● Activity:
Your answer should hold every line of the records below that contains the string "points".

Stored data
= Beginning of Section =

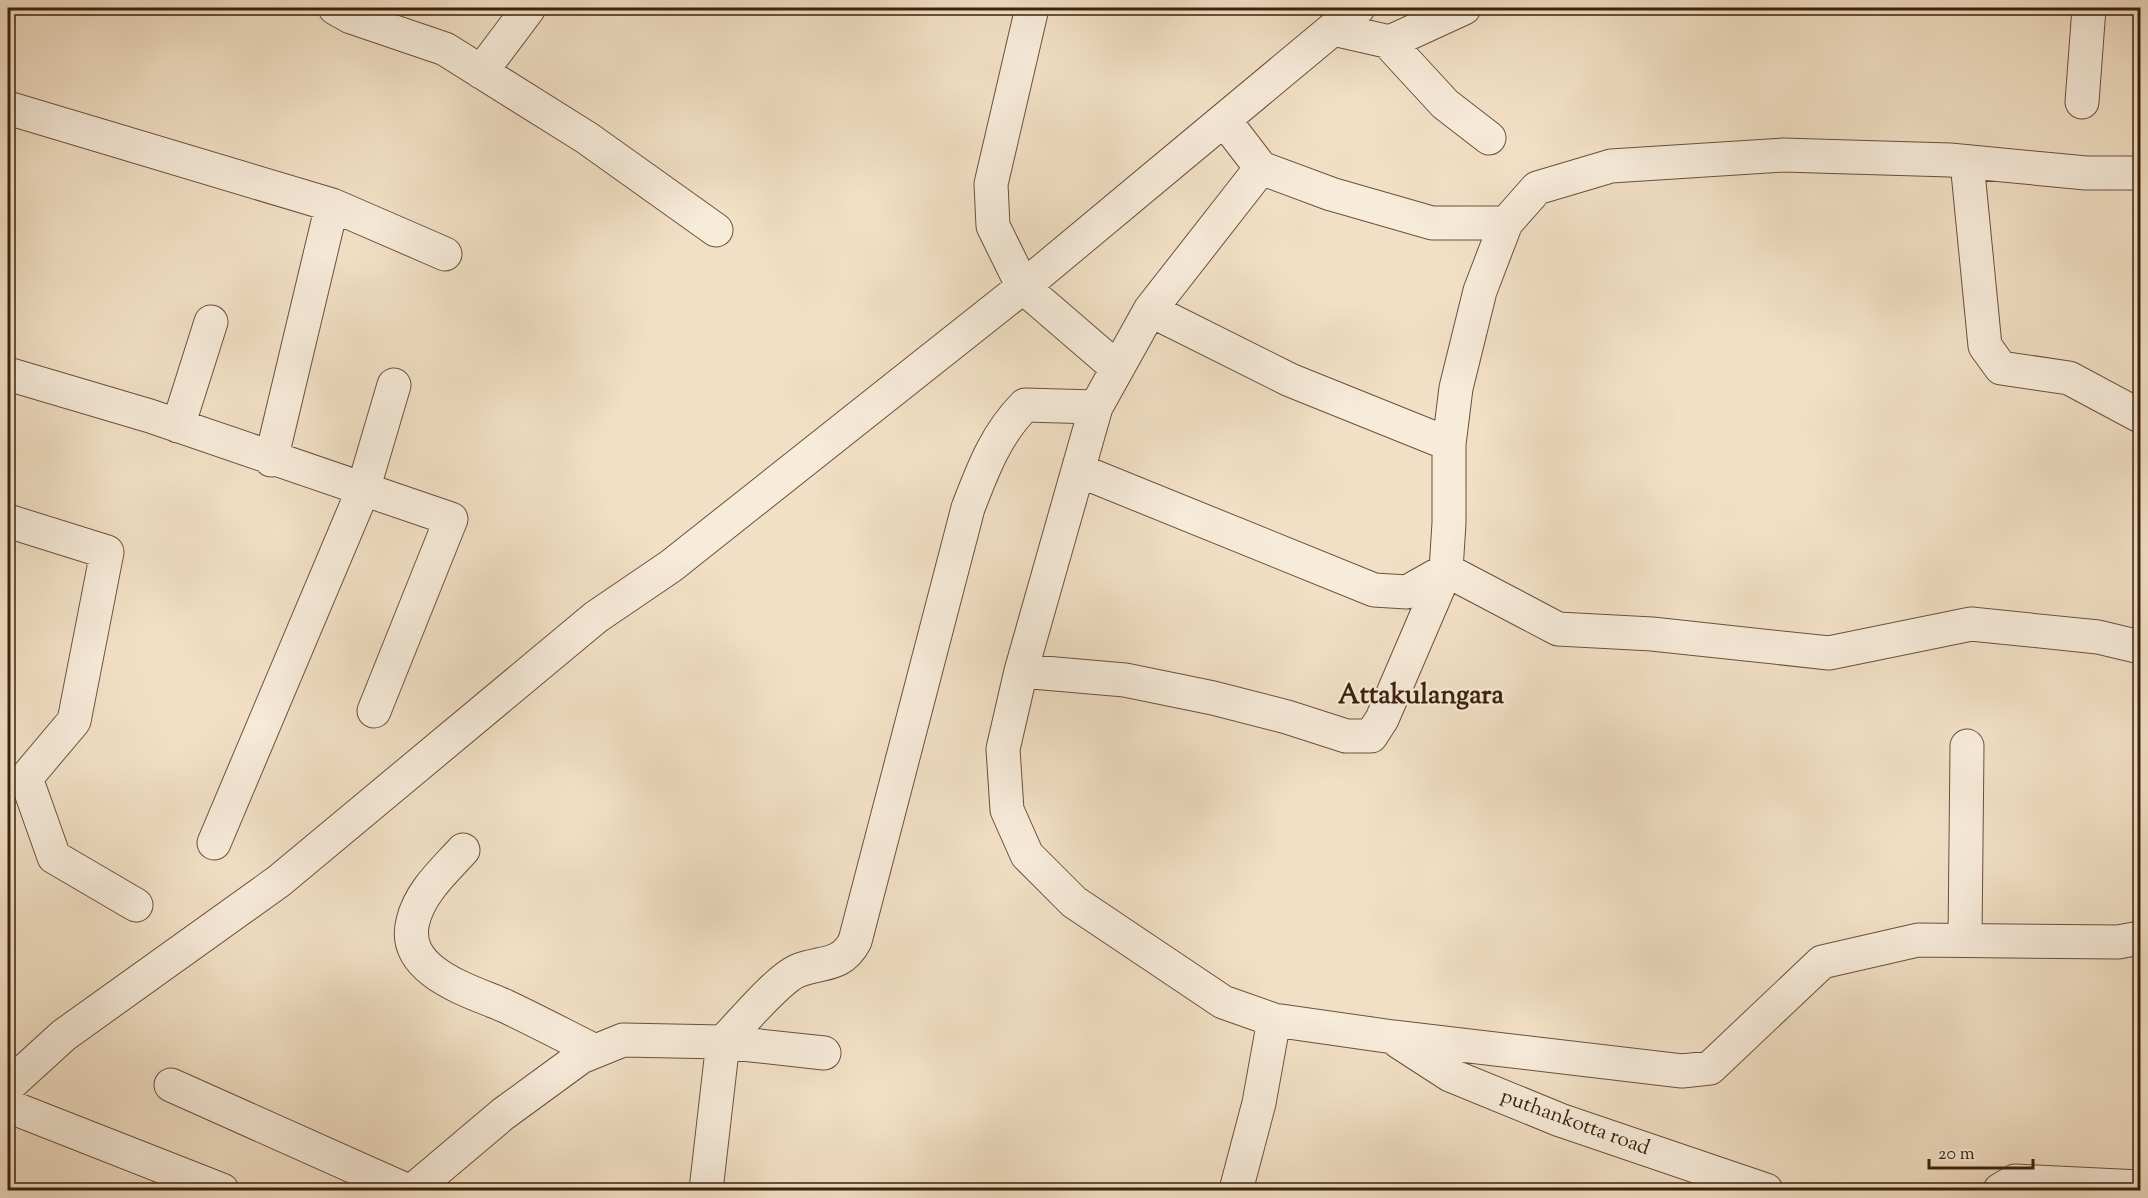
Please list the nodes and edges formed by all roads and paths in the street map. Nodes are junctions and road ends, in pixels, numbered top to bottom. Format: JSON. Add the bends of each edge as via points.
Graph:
{"nodes":[{"id":1,"x":335,"y":8,"type":"edge"},
{"id":2,"x":529,"y":8,"type":"edge"},
{"id":3,"x":1032,"y":8,"type":"edge"},
{"id":4,"x":1358,"y":8,"type":"edge"},
{"id":5,"x":1464,"y":8,"type":"edge"},
{"id":6,"x":2089,"y":8,"type":"edge"},
{"id":7,"x":1333,"y":29,"type":"junction"},
{"id":8,"x":1387,"y":41,"type":"junction"},
{"id":9,"x":481,"y":72,"type":"junction"},
{"id":10,"x":2082,"y":102,"type":"dead end"},
{"id":11,"x":8,"y":108,"type":"edge"},
{"id":12,"x":1225,"y":121,"type":"junction"},
{"id":13,"x":1489,"y":138,"type":"dead end"},
{"id":14,"x":1967,"y":162,"type":"junction"},
{"id":15,"x":1261,"y":168,"type":"junction"},
{"id":16,"x":2140,"y":173,"type":"edge"},
{"id":17,"x":332,"y":205,"type":"junction"},
{"id":18,"x":1506,"y":223,"type":"junction"},
{"id":19,"x":716,"y":230,"type":"dead end"},
{"id":20,"x":445,"y":254,"type":"dead end"},
{"id":21,"x":1023,"y":287,"type":"junction"},
{"id":22,"x":1150,"y":310,"type":"junction"},
{"id":23,"x":211,"y":322,"type":"dead end"},
{"id":24,"x":1117,"y":368,"type":"junction"},
{"id":25,"x":8,"y":374,"type":"edge"},
{"id":26,"x":394,"y":385,"type":"dead end"},
{"id":27,"x":1096,"y":407,"type":"junction"},
{"id":28,"x":2140,"y":416,"type":"edge"},
{"id":29,"x":178,"y":426,"type":"junction"},
{"id":30,"x":1449,"y":444,"type":"junction"},
{"id":31,"x":271,"y":460,"type":"junction"},
{"id":32,"x":1078,"y":470,"type":"junction"},
{"id":33,"x":363,"y":490,"type":"junction"},
{"id":34,"x":8,"y":521,"type":"edge"},
{"id":35,"x":1446,"y":570,"type":"junction"},
{"id":36,"x":2140,"y":647,"type":"edge"},
{"id":37,"x":1022,"y":671,"type":"junction"},
{"id":38,"x":374,"y":711,"type":"dead end"},
{"id":39,"x":1967,"y":746,"type":"dead end"},
{"id":40,"x":214,"y":843,"type":"dead end"},
{"id":41,"x":463,"y":850,"type":"dead end"},
{"id":42,"x":136,"y":905,"type":"dead end"},
{"id":43,"x":2140,"y":938,"type":"edge"},
{"id":44,"x":1965,"y":940,"type":"junction"},
{"id":45,"x":1274,"y":1020,"type":"junction"},
{"id":46,"x":1393,"y":1038,"type":"junction"},
{"id":47,"x":723,"y":1042,"type":"junction"},
{"id":48,"x":595,"y":1051,"type":"junction"},
{"id":49,"x":824,"y":1053,"type":"dead end"},
{"id":50,"x":171,"y":1085,"type":"dead end"},
{"id":51,"x":8,"y":1086,"type":"edge"},
{"id":52,"x":8,"y":1106,"type":"edge"},
{"id":53,"x":2140,"y":1186,"type":"edge"},
{"id":54,"x":222,"y":1191,"type":"edge"},
{"id":55,"x":406,"y":1191,"type":"edge"},
{"id":56,"x":413,"y":1191,"type":"edge"},
{"id":57,"x":706,"y":1191,"type":"edge"},
{"id":58,"x":1236,"y":1191,"type":"edge"},
{"id":59,"x":1766,"y":1191,"type":"edge"},
{"id":60,"x":2000,"y":1191,"type":"edge"}],
"edges":[{"from":1,"to":9,"type":"street","via":[[446,49]]},
{"from":2,"to":9,"type":"street"},
{"from":3,"to":21,"type":"street","via":[[991,184],[993,226]]},
{"from":4,"to":7,"type":"street"},
{"from":5,"to":8,"type":"street"},
{"from":6,"to":10,"type":"street"},
{"from":7,"to":8,"type":"street"},
{"from":7,"to":12,"type":"street"},
{"from":8,"to":13,"type":"street","via":[[1446,104]]},
{"from":9,"to":19,"type":"street","via":[[587,138]]},
{"from":11,"to":17,"type":"street"},
{"from":12,"to":15,"type":"street"},
{"from":12,"to":21,"type":"street"},
{"from":14,"to":16,"type":"street","via":[[2086,173]]},
{"from":14,"to":18,"type":"street","via":[[1783,155],[1611,166],[1537,188]]},
{"from":14,"to":28,"type":"street","via":[[1986,346],[2001,368],[2069,378]]},
{"from":15,"to":18,"type":"street","via":[[1331,194],[1432,223]]},
{"from":15,"to":22,"type":"street"},
{"from":17,"to":20,"type":"street"},
{"from":17,"to":31,"type":"street"},
{"from":18,"to":30,"type":"street","via":[[1480,291],[1456,388]]},
{"from":21,"to":24,"type":"street"},
{"from":21,"to":51,"type":"street","via":[[671,566],[596,617],[279,881],[64,1035]]},
{"from":22,"to":24,"type":"street"},
{"from":22,"to":30,"type":"street","via":[[1290,380]]},
{"from":23,"to":29,"type":"street"},
{"from":24,"to":27,"type":"street"},
{"from":25,"to":29,"type":"street"},
{"from":26,"to":33,"type":"street"},
{"from":27,"to":32,"type":"street"},
{"from":27,"to":47,"type":"street","via":[[1025,405],[1007,423],[968,508],[855,941],[849,953],[836,961],[795,972]]},
{"from":29,"to":31,"type":"street"},
{"from":30,"to":35,"type":"street"},
{"from":31,"to":33,"type":"street"},
{"from":32,"to":35,"type":"street","via":[[1374,590],[1407,592]]},
{"from":32,"to":37,"type":"street"},
{"from":33,"to":38,"type":"street","via":[[450,519]]},
{"from":33,"to":40,"type":"street"},
{"from":34,"to":42,"type":"street","via":[[107,552],[74,721],[26,778],[54,857]]},
{"from":35,"to":36,"type":"street","via":[[1558,630],[1652,634],[1829,653],[1971,624],[2098,637]]},
{"from":35,"to":37,"type":"street","via":[[1382,719],[1371,736],[1346,736],[1287,717],[1125,680]]},
{"from":37,"to":45,"type":"street","via":[[1003,749],[1007,810],[1027,855],[1074,902],[1224,1002]]},
{"from":39,"to":44,"type":"street"},
{"from":41,"to":48,"type":"street","via":[[427,890],[413,921],[413,943],[425,964],[451,985]]},
{"from":43,"to":44,"type":"street","via":[[2118,942]]},
{"from":44,"to":46,"type":"street","via":[[1918,940],[1822,962],[1710,1068],[1682,1071]]},
{"from":45,"to":46,"type":"street"},
{"from":45,"to":58,"type":"street","via":[[1259,1103]]},
{"from":46,"to":59,"type":"street","name":"puthankotta road","via":[[1450,1075],[1560,1120]]},
{"from":47,"to":48,"type":"street","via":[[623,1040]]},
{"from":47,"to":49,"type":"street"},
{"from":47,"to":57,"type":"street"},
{"from":48,"to":56,"type":"street","via":[[503,1114]]},
{"from":50,"to":55,"type":"street"},
{"from":52,"to":54,"type":"street"},
{"from":53,"to":60,"type":"street","via":[[2015,1181]]}]}
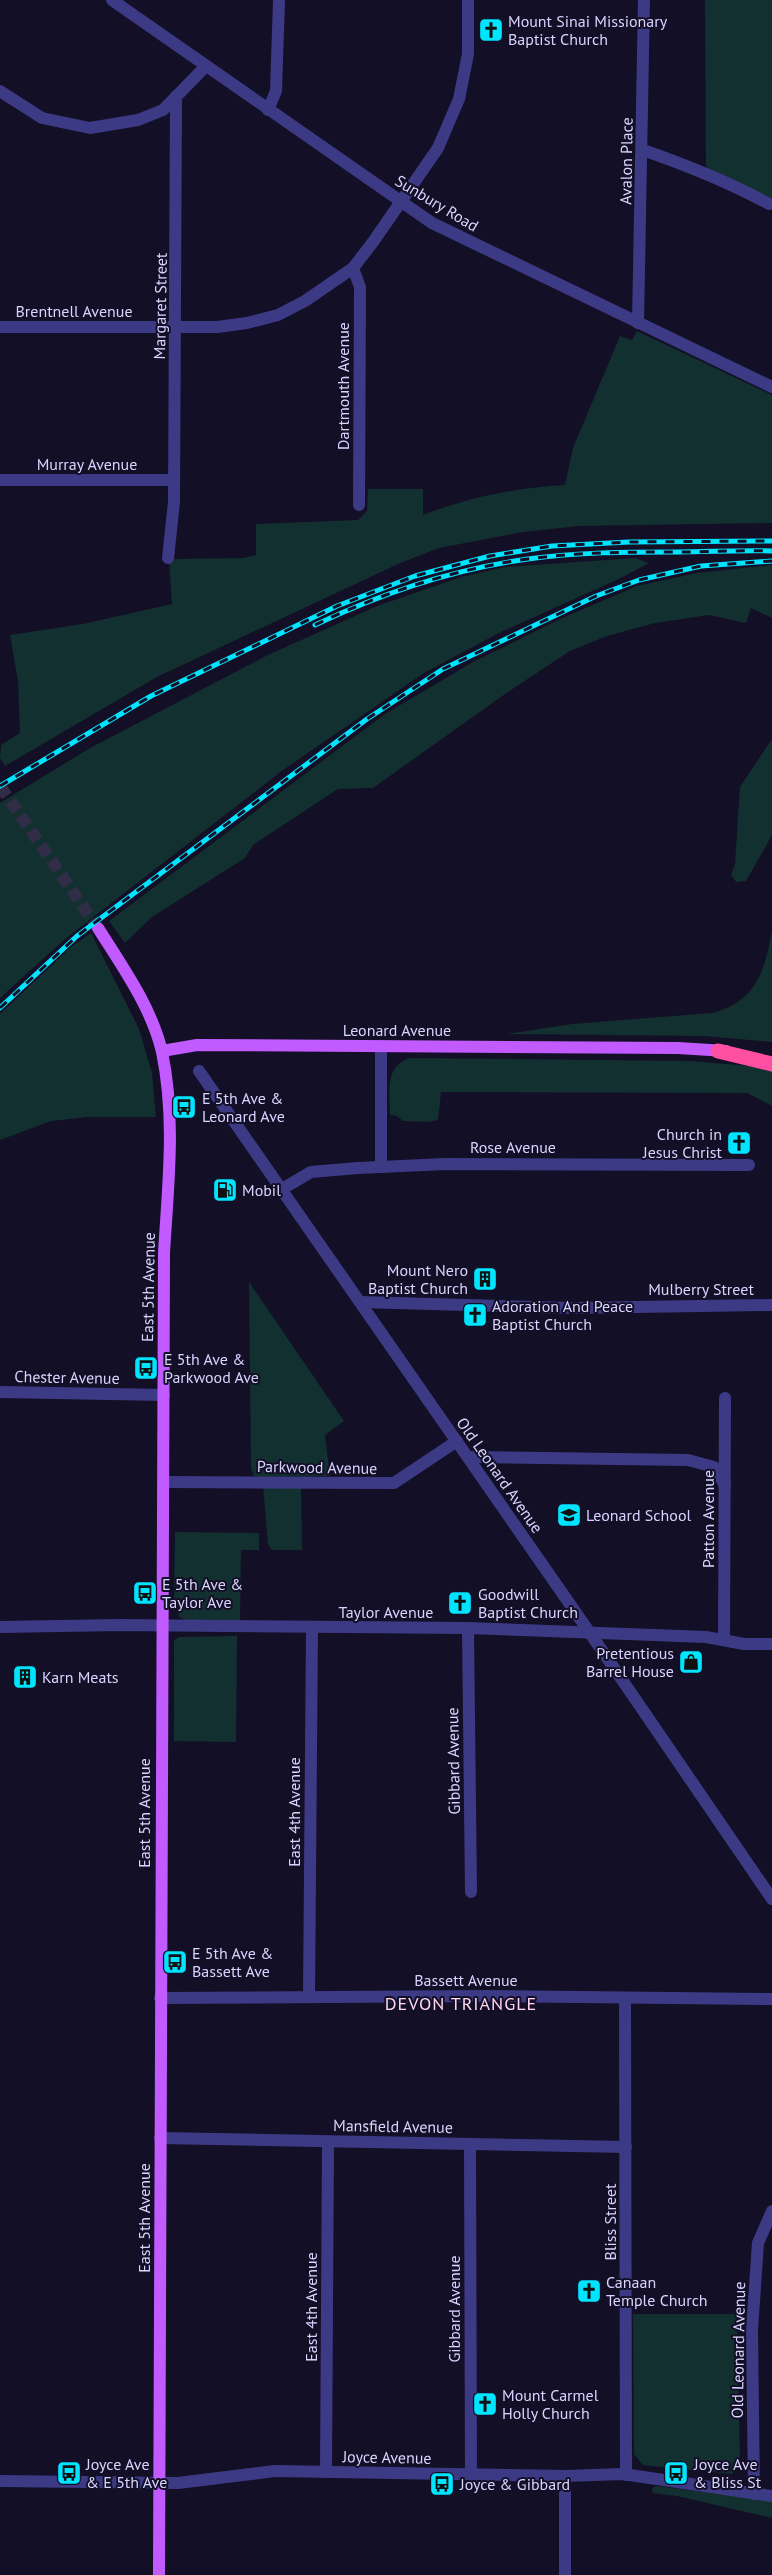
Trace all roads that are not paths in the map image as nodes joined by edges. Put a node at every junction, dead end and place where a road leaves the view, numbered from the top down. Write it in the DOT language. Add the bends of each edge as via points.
graph roads {
  1 [pos="279,0"];
  2 [pos="468,0"];
  3 [pos="644,0"];
  4 [pos="118,2"];
  5 [pos="206,66"];
  6 [pos="0,92"];
  7 [pos="176,96"];
  8 [pos="268,110"];
  9 [pos="643,150"];
  10 [pos="401,203"];
  11 [pos="769,204"];
  12 [pos="353,268"];
  13 [pos="638,323"];
  14 [pos="176,327"];
  15 [pos="0,328"];
  16 [pos="768,385"];
  17 [pos="0,480"];
  18 [pos="174,480"];
  19 [pos="359,505"];
  20 [pos="168,558"];
  21 [pos="98,928"];
  22 [pos="381,1046"];
  23 [pos="718,1050"];
  24 [pos="162,1051"];
  25 [pos="772,1056"];
  26 [pos="772,1064"];
  27 [pos="199,1071"];
  28 [pos="749,1165"];
  29 [pos="382,1167"];
  30 [pos="282,1189"];
  31 [pos="360,1302"];
  32 [pos="772,1305"];
  33 [pos="0,1392"];
  34 [pos="164,1395"];
  35 [pos="725,1398"];
  36 [pos="457,1441"];
  37 [pos="468,1457"];
  38 [pos="163,1482"];
  39 [pos="725,1485"];
  40 [pos="162,1626"];
  41 [pos="0,1627"];
  42 [pos="312,1628"];
  43 [pos="468,1628"];
  44 [pos="590,1633"];
  45 [pos="724,1640"];
  46 [pos="772,1644"];
  47 [pos="471,1892"];
  48 [pos="772,1899"];
  49 [pos="309,1997"];
  50 [pos="160,1998"];
  51 [pos="625,1999"];
  52 [pos="772,1999"];
  53 [pos="160,2138"];
  54 [pos="328,2142"];
  55 [pos="470,2144"];
  56 [pos="626,2147"];
  57 [pos="772,2211"];
  58 [pos="326,2472"];
  59 [pos="626,2474"];
  60 [pos="471,2475"];
  61 [pos="565,2476"];
  62 [pos="0,2481"];
  63 [pos="159,2483"];
  64 [pos="754,2494"];
  65 [pos="772,2496"];
  66 [pos="159,2575"];
  67 [pos="565,2575"];
  1 -- 8 [label="street" via="276,91"];
  2 -- 10 [label="street" via="468,54 459,99 438,148"];
  3 -- 9 [label="street, Avalon Place"];
  4 -- 5 [label="street, Sunbury Road"];
  5 -- 7 [label="street"];
  5 -- 8 [label="street, Sunbury Road"];
  6 -- 7 [label="street" via="42,118 90,128 138,120 163,110"];
  7 -- 14 [label="street, Margaret Street"];
  8 -- 10 [label="street, Sunbury Road"];
  9 -- 11 [label="street" via="748,192"];
  9 -- 13 [label="street, Avalon Place"];
  10 -- 12 [label="street, Brentnell Avenue"];
  10 -- 13 [label="street, Sunbury Road" via="466,240"];
  12 -- 14 [label="street, Brentnell Avenue" via="278,315 217,327"];
  12 -- 19 [label="street, Dartmouth Avenue" via="360,287"];
  13 -- 16 [label="street, Sunbury Road"];
  14 -- 15 [label="street, Brentnell Avenue"];
  14 -- 18 [label="street, Margaret Street"];
  17 -- 18 [label="street, Murray Avenue"];
  18 -- 20 [label="street, Margaret Street"];
  21 -- 24 [label="main road" via="145,1008"];
  22 -- 23 [label="main road, Leonard Avenue"];
  22 -- 24 [label="main road, Leonard Avenue" via="196,1044"];
  22 -- 29 [label="street"];
  23 -- 25 [label="main road, Leonard Avenue"];
  23 -- 26 [label="highway"];
  24 -- 34 [label="main road, East 5th Avenue" via="171,1108 164,1252"];
  27 -- 30 [label="street, Old Leonard Avenue"];
  28 -- 29 [label="street, Rose Avenue" via="445,1164"];
  29 -- 30 [label="street, Rose Avenue" via="311,1172"];
  30 -- 31 [label="street, Old Leonard Avenue"];
  31 -- 32 [label="street, Mulberry Street" via="572,1308"];
  31 -- 36 [label="street, Old Leonard Avenue"];
  33 -- 34 [label="street, Chester Avenue"];
  34 -- 38 [label="main road, East 5th Avenue"];
  35 -- 39 [label="street, Patton Avenue"];
  36 -- 37 [label="street, Old Leonard Avenue"];
  36 -- 38 [label="street, Parkwood Avenue" via="394,1484"];
  37 -- 39 [label="street" via="688,1460 714,1467"];
  37 -- 44 [label="street, Old Leonard Avenue"];
  38 -- 40 [label="main road, East 5th Avenue"];
  39 -- 45 [label="street, Patton Avenue"];
  40 -- 41 [label="street, Taylor Avenue"];
  40 -- 42 [label="street, Taylor Avenue"];
  40 -- 50 [label="main road, East 5th Avenue"];
  42 -- 43 [label="street, Taylor Avenue"];
  42 -- 49 [label="street, East 4th Avenue"];
  43 -- 44 [label="street, Taylor Avenue"];
  43 -- 47 [label="street, Gibbard Avenue"];
  44 -- 45 [label="street, Taylor Avenue"];
  44 -- 48 [label="street, Old Leonard Avenue"];
  45 -- 46 [label="street, Taylor Avenue"];
  49 -- 50 [label="street, Bassett Avenue"];
  49 -- 51 [label="street, Bassett Avenue"];
  50 -- 53 [label="main road, East 5th Avenue"];
  51 -- 52 [label="street, Bassett Avenue"];
  51 -- 56 [label="street, Bliss Street"];
  53 -- 54 [label="street, Mansfield Avenue"];
  53 -- 63 [label="main road, East 5th Avenue"];
  54 -- 55 [label="street, Mansfield Avenue"];
  54 -- 58 [label="street, East 4th Avenue"];
  55 -- 56 [label="street, Mansfield Avenue"];
  55 -- 60 [label="street, Gibbard Avenue"];
  56 -- 59 [label="street, Bliss Street"];
  57 -- 64 [label="street, Old Leonard Avenue" via="758,2243 752,2330"];
  58 -- 60 [label="street, Joyce Avenue"];
  58 -- 63 [label="street, Joyce Avenue" via="275,2471"];
  59 -- 61 [label="street, Joyce Avenue"];
  59 -- 64 [label="street, Joyce Avenue"];
  60 -- 61 [label="street, Joyce Avenue"];
  61 -- 67 [label="street"];
  62 -- 63 [label="street, Joyce Avenue"];
  63 -- 66 [label="main road, East 5th Avenue"];
  64 -- 65 [label="street, Joyce Avenue"];
}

= End of Section =

● Written solution:
Please list the nodes and edges formed by all roads and paths in the street map. Nodes are junctions and road ends, in pixels, numbered top to bottom. Format: JSON. Add the bends of each edge as via points.
Trace all roads that are not paths in the map image as nodes joined by edges. Put a node at every junction, dead end and place where a road leaves the view, numbered from the top down. Write it in the DOT language. Add the bends of each edge as via points.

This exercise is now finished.